Big-O for Eight Year Olds?

One way of thinking about it is this:

O(N^2) means for every element, you're doing something with every other element, such as comparing them. Bubble sort is an example of this.

O(N log N) means for every element, you're doing something that only needs to look at log N of the elements. This is usually because you know something about the elements that let you make an efficient choice. Most efficient sorts are an example of this, such as merge sort.

O(N!) means to do something for all possible permutations of the N elements. Traveling salesman is an example of this, where there are N! ways to visit the nodes, and the brute force solution is to look at the total cost of every possible permutation to find the optimal one.


This might be too mathematical, but here's my try. (I am a mathematician.)

If something is O(f(n)), then it's running time on n elements will be equal to A f(n) + B (measured in, say, clock cycles or CPU operations). It's key to understanding that you also have these constants A and B, which arise from the specific implementation. B represents essentially the "constant overhead" of your operation, for example some preprocessing that you do that doesn't depend on the size of the collection. A represents the speed of your actual item-processing algorithm.

The key, though, is that you use big O notation to figure out how well something will scale. So those constants won't really matter: if you're trying to figure out how to scale from 10 to 10000 items, who cares about the constant overhead B? Similarly, other concerns (see below) will certainly outweigh the weight of the multiplicative constant A.

So the real deal is f(n). If f grows not at all with n, e.g. f(n) = 1, then you'll scale fantastically---your running time will always just be A + B. If f grows linearly with n, i.e. f(n) = n, your running time will scale pretty much as best as can be expected---if your users are waiting 10 ns for 10 elements, they'll wait 10000 ns for 10000 elements (ignoring the additive constant). But if it grows faster, like n2, then you're in trouble; things will start slowing down way too much when you get larger collections. f(n) = n log(n) is a good compromise, usually: your operation can't be so simple as to give linear scaling, but you've managed to cut things down such that it'll scale much better than f(n) = n2.

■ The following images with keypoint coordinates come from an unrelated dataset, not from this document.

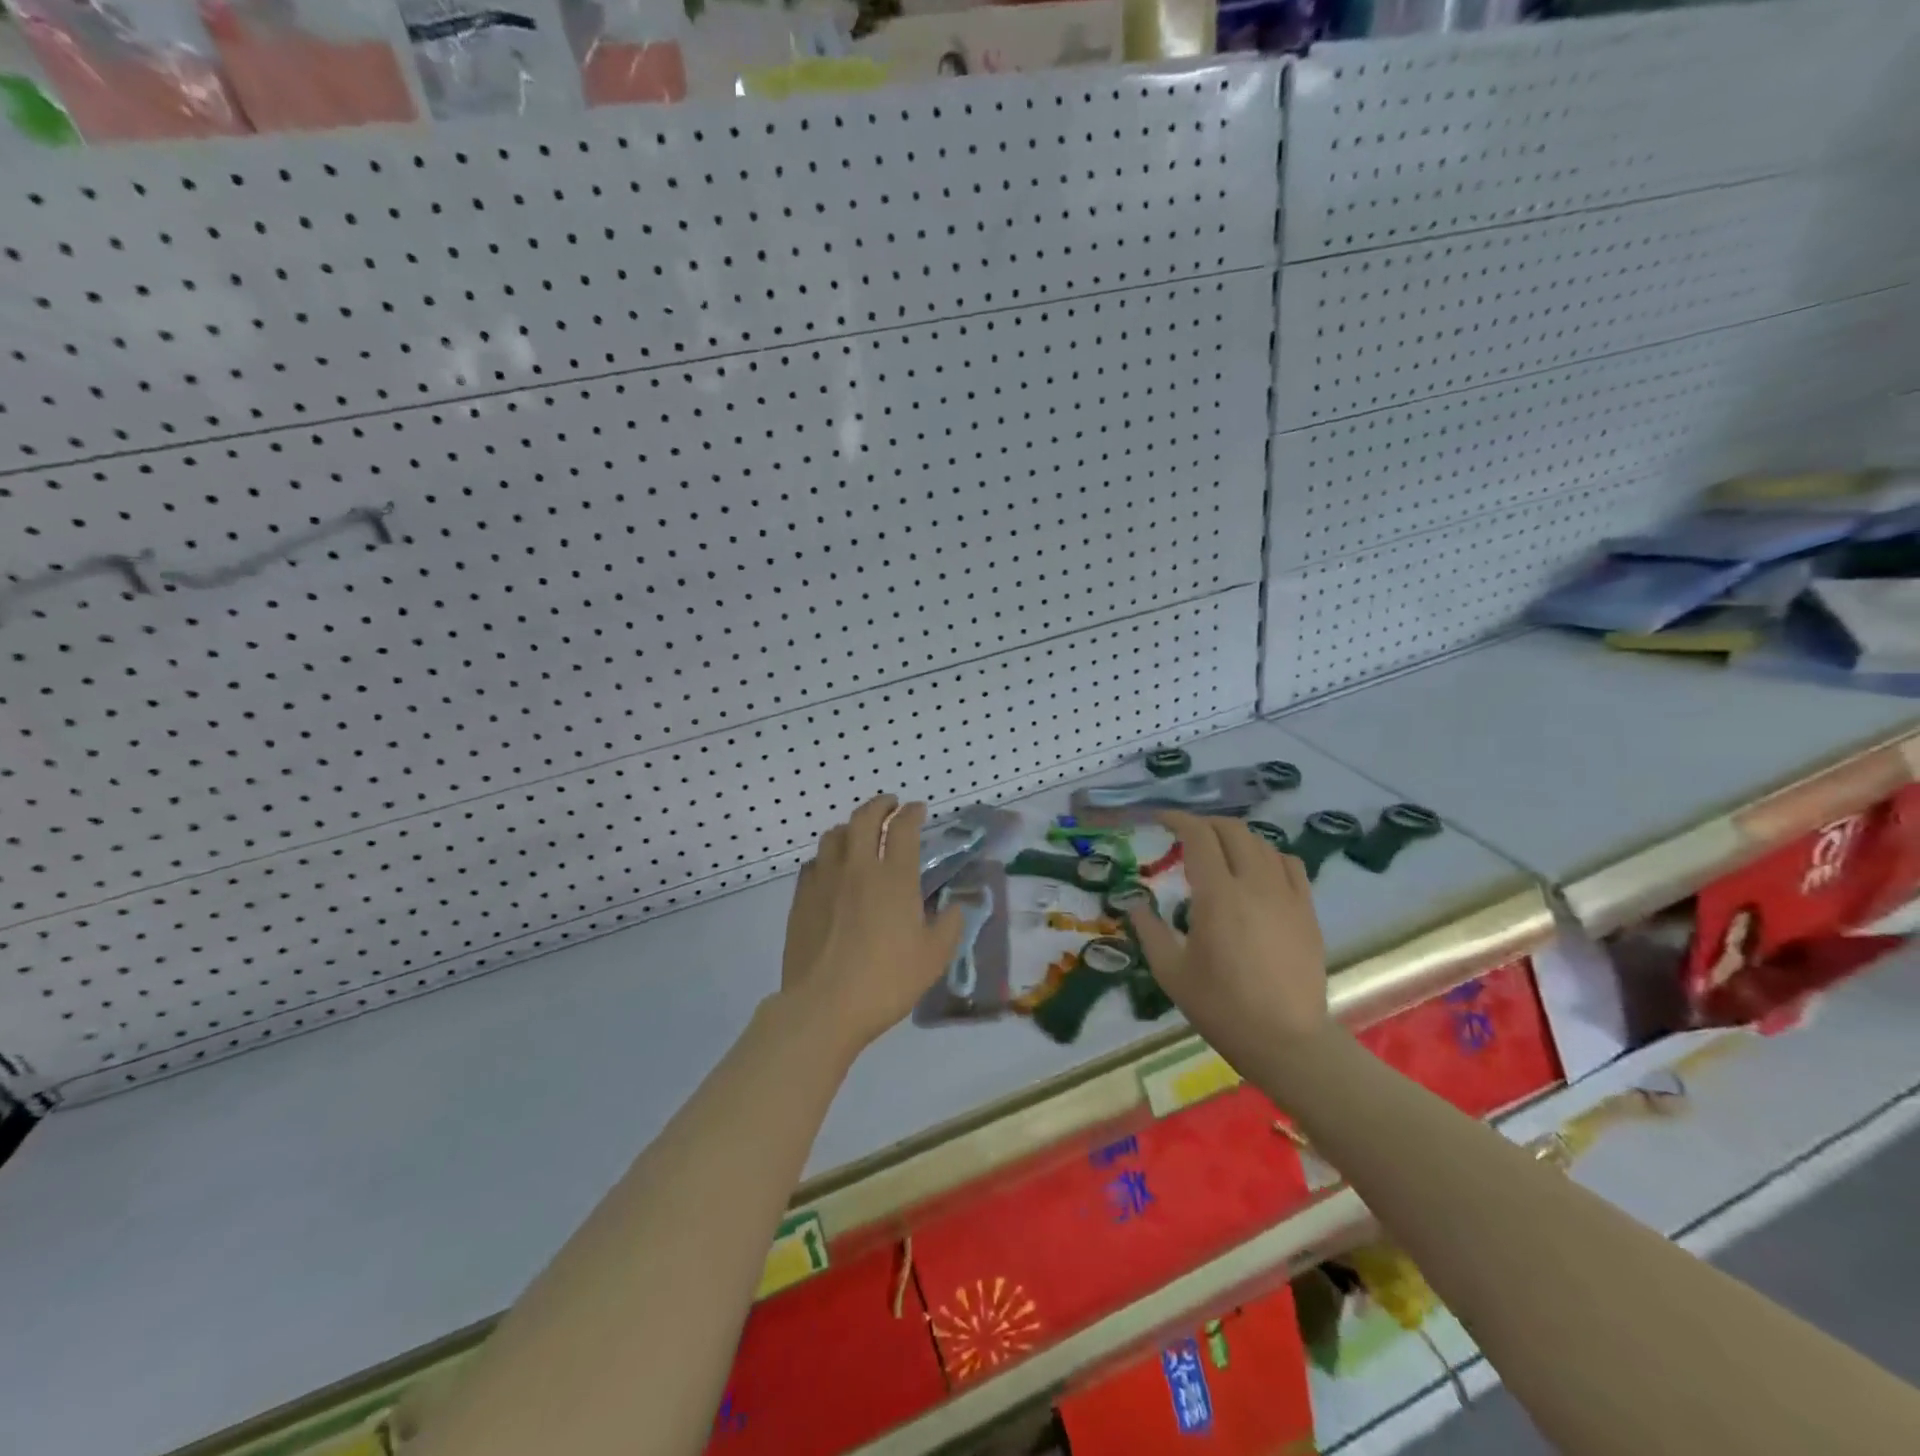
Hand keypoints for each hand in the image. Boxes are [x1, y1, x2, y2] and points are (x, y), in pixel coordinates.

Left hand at [779, 795, 967, 1060]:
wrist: (824, 1006)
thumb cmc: (886, 981)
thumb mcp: (934, 958)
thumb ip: (949, 925)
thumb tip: (954, 907)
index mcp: (894, 878)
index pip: (903, 828)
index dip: (912, 813)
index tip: (918, 810)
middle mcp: (858, 868)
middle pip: (865, 818)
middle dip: (880, 805)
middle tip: (890, 805)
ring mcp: (825, 880)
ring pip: (834, 835)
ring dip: (850, 826)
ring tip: (858, 832)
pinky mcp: (802, 898)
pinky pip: (814, 862)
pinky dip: (827, 855)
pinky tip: (832, 868)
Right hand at [1126, 811, 1330, 1066]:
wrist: (1285, 1041)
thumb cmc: (1221, 1007)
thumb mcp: (1170, 972)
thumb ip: (1149, 930)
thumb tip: (1134, 902)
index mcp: (1217, 896)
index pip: (1199, 836)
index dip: (1178, 820)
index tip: (1160, 820)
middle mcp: (1254, 884)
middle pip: (1233, 830)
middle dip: (1205, 824)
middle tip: (1185, 835)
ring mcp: (1286, 895)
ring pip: (1262, 843)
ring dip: (1235, 837)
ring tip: (1218, 850)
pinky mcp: (1307, 910)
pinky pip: (1289, 864)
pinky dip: (1268, 854)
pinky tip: (1257, 869)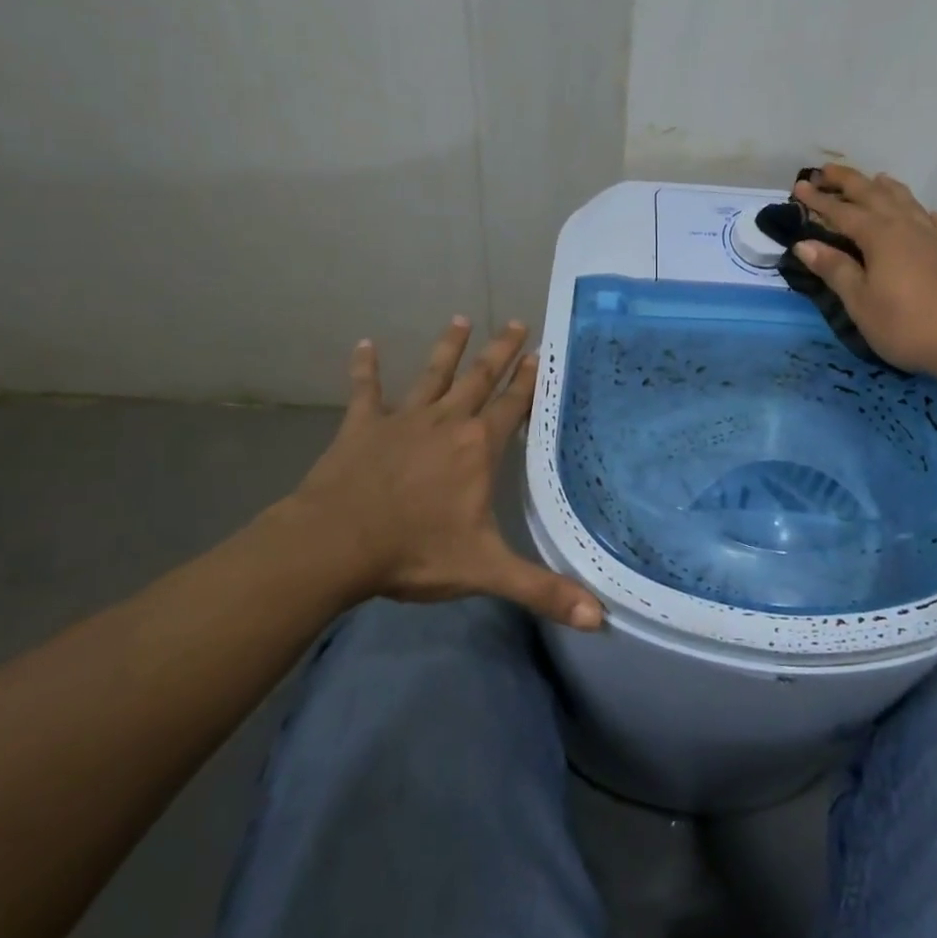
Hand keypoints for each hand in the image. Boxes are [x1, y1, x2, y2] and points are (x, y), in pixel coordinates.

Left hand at [266, 318, 602, 630]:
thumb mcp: (485, 571)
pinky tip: (364, 344)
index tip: (540, 352)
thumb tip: (599, 619)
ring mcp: (403, 419)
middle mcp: (447, 422)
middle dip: (500, 351)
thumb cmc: (414, 552)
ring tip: (460, 318)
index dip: (528, 380)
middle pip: (479, 378)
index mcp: (478, 448)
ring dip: (448, 347)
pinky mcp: (363, 425)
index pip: (512, 406)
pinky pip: (365, 389)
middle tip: (516, 322)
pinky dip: (365, 367)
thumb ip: (542, 591)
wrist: (337, 544)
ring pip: (432, 374)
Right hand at [791, 165, 936, 380]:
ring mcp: (935, 235)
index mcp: (879, 236)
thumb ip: (834, 269)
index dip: (818, 199)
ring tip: (873, 179)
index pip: (841, 211)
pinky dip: (918, 209)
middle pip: (873, 194)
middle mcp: (906, 226)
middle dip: (847, 181)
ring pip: (905, 200)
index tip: (798, 186)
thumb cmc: (908, 325)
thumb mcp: (861, 303)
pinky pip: (933, 218)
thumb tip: (805, 244)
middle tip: (825, 170)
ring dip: (884, 187)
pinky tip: (921, 213)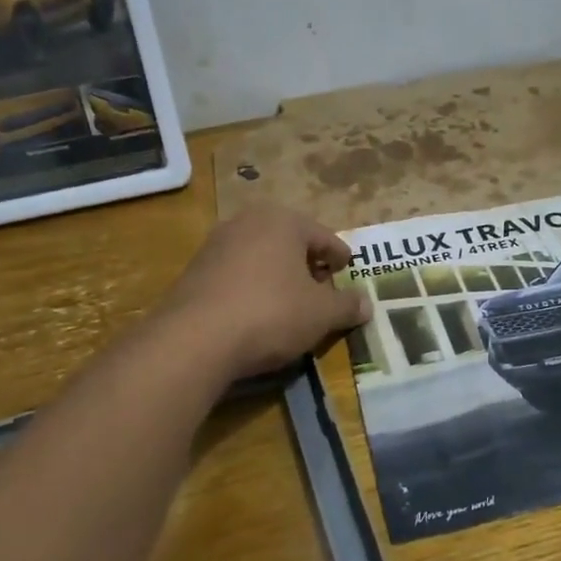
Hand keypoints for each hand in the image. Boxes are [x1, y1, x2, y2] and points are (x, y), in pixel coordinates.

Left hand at [163, 205, 372, 379]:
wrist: (194, 339)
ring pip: (261, 256)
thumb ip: (347, 306)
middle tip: (322, 287)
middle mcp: (247, 222)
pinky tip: (257, 312)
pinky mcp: (194, 270)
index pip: (323, 236)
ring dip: (278, 275)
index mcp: (283, 221)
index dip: (340, 257)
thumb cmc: (271, 313)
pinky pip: (236, 274)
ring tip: (291, 302)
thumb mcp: (321, 314)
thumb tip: (367, 305)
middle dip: (307, 263)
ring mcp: (216, 244)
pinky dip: (252, 287)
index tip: (348, 270)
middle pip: (289, 242)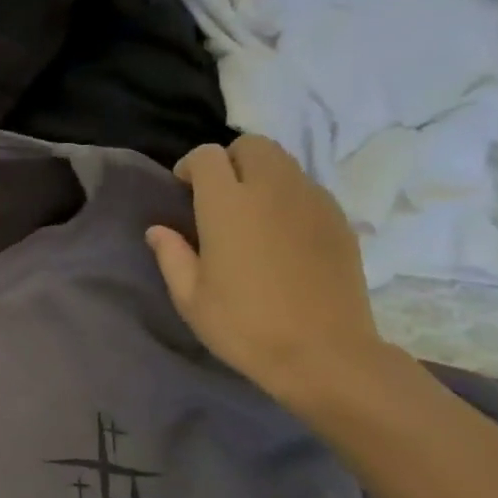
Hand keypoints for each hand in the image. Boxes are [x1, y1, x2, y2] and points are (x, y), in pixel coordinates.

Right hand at [146, 136, 393, 412]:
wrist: (322, 352)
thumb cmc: (243, 326)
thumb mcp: (190, 298)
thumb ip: (171, 255)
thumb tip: (158, 230)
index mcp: (227, 205)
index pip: (208, 156)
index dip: (191, 167)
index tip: (183, 191)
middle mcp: (272, 189)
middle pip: (252, 146)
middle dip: (229, 161)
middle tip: (217, 197)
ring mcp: (311, 200)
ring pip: (283, 163)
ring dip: (260, 175)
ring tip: (249, 214)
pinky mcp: (338, 218)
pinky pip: (306, 188)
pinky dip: (287, 196)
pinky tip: (280, 234)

Practically, here are some good examples:

  • O(1): retrieving an element from an array. We know exactly where it is in memory, so we just go get it. It doesn't matter if the collection has 10 items or 10000; it's still at index (say) 3, so we just jump to location 3 in memory.
  • O(n): retrieving an element from a linked list. Here, A = 0.5, because on average you''ll have to go through 1/2 of the linked list before you find the element you're looking for.
  • O(n2): various "dumb" sorting algorithms. Because generally their strategy involves, for each element (n), you look at all the other elements (so times another n, giving n2), then position yourself in the right place.
  • O(n log(n)): various "smart" sorting algorithms. It turns out that you only need to look at, say, 10 elements in a 1010-element collection to intelligently sort yourself relative to everyone else in the collection. Because everyone else is also going to look at 10 elements, and the emergent behavior is orchestrated just right so that this is enough to produce a sorted list.
  • O(n!): an algorithm that "tries everything," since there are (proportional to) n! possible combinations of n elements that might solve a given problem. So it just loops through all such combinations, tries them, then stops whenever it succeeds.

You might find it useful to visualize it:

Big O Analysis

Also, on LogY/LogX scale the functions n1/2, n, n2 all look like straight lines, while on LogY/X scale 2n, en, 10n are straight lines and n! is linearithmic (looks like n log n).


The big thing that Big-O notation means to your code is how it will scale when you double the amount of "things" it operates on. Here's a concrete example:

Big-O       |  computations for 10 things |  computations for 100 things
----------------------------------------------------------------------
O(1)        |   1                         |     1
O(log(n))   |   3                         |     7
O(n)        |  10                         |   100
O(n log(n)) |  30                         |   700
O(n^2)      | 100                         | 10000

So take quicksort which is O(n log(n)) vs bubble sort which is O(n^2). When sorting 10 things, quicksort is 3 times faster than bubble sort. But when sorting 100 things, it's 14 times faster! Clearly picking the fastest algorithm is important then. When you get to databases with million rows, it can mean the difference between your query executing in 0.2 seconds, versus taking hours.

Another thing to consider is that a bad algorithm is one thing that Moore's law cannot help. For example, if you've got some scientific calculation that's O(n^3) and it can compute 100 things a day, doubling the processor speed only gets you 125 things in a day. However, knock that calculation to O(n^2) and you're doing 1000 things a day.

clarification: Actually, Big-O says nothing about comparative performance of different algorithms at the same specific size point, but rather about comparative performance of the same algorithm at different size points:

                 computations     computations       computations
Big-O       |   for 10 things |  for 100 things |  for 1000 things
----------------------------------------------------------------------
O(1)        |        1        |        1        |         1
O(log(n))   |        1        |        3        |         7
O(n)        |        1        |       10        |       100
O(n log(n)) |        1        |       33        |       664
O(n^2)      |        1        |      100        |     10000